Abu Ghaith pleaded not guilty Friday to conspiring to kill Americans in propaganda videos that warned of further assaults against the United States as devastating as the Sept. 11, 2001, attacks on the World Trade Center and the Pentagon that killed nearly 3,000 people.
Believed to be more of a strategic player in bin Laden's inner circle than an operational plotter, Abu Ghaith would be the highest-ranking al-Qaida figure to stand trial on U.S. soil since 9/11. Intelligence officials say he may be able to shed new light on al-Qaida's inner workings — concerning al-Qaida's murky dealings in Iran over the past decade, for example — but probably will have few details about specific or imminent ongoing threats.

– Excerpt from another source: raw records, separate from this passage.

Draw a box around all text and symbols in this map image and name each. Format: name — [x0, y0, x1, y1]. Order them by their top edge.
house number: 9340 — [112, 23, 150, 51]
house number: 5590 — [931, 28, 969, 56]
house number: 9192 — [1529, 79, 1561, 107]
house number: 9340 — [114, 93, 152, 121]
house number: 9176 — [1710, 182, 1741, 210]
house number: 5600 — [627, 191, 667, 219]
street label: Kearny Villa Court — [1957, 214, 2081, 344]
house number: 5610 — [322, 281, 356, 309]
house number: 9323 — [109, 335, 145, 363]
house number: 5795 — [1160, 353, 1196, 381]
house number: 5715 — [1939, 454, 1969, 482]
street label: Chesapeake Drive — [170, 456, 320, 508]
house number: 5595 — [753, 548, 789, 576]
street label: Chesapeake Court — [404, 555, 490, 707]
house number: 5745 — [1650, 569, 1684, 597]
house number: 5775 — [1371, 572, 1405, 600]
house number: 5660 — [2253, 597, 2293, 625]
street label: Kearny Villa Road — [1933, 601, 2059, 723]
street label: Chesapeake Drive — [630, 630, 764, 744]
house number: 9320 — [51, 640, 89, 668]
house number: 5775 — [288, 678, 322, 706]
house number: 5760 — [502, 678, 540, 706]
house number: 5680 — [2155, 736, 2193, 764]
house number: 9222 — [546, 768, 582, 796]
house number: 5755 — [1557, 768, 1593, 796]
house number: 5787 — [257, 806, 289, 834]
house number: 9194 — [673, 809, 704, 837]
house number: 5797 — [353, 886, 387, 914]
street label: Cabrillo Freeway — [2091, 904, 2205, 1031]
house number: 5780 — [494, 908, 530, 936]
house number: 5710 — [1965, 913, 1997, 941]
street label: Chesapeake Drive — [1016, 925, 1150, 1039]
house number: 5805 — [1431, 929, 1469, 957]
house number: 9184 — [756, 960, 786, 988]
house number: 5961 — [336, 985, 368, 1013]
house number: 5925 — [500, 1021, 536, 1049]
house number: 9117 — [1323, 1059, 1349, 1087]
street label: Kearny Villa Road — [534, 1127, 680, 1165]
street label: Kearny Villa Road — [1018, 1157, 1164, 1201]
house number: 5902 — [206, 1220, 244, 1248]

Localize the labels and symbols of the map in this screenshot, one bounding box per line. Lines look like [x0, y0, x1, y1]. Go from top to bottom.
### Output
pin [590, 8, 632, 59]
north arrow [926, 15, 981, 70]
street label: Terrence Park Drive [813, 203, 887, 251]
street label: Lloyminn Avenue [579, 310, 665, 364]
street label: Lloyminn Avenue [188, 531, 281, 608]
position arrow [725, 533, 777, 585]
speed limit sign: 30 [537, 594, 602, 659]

He gave U.S. officials a 22-page statement after his Feb. 28 arrest in Jordan, according to prosecutors. They would not describe the statement.
Bearded and balding, Abu Ghaith said little during the 15-minute hearing in U.S. District Court in New York — in lower Manhattan just blocks from Ground Zero — and displayed none of the finger-wagging or strident orations that marked his propaganda in the days and months after 9/11.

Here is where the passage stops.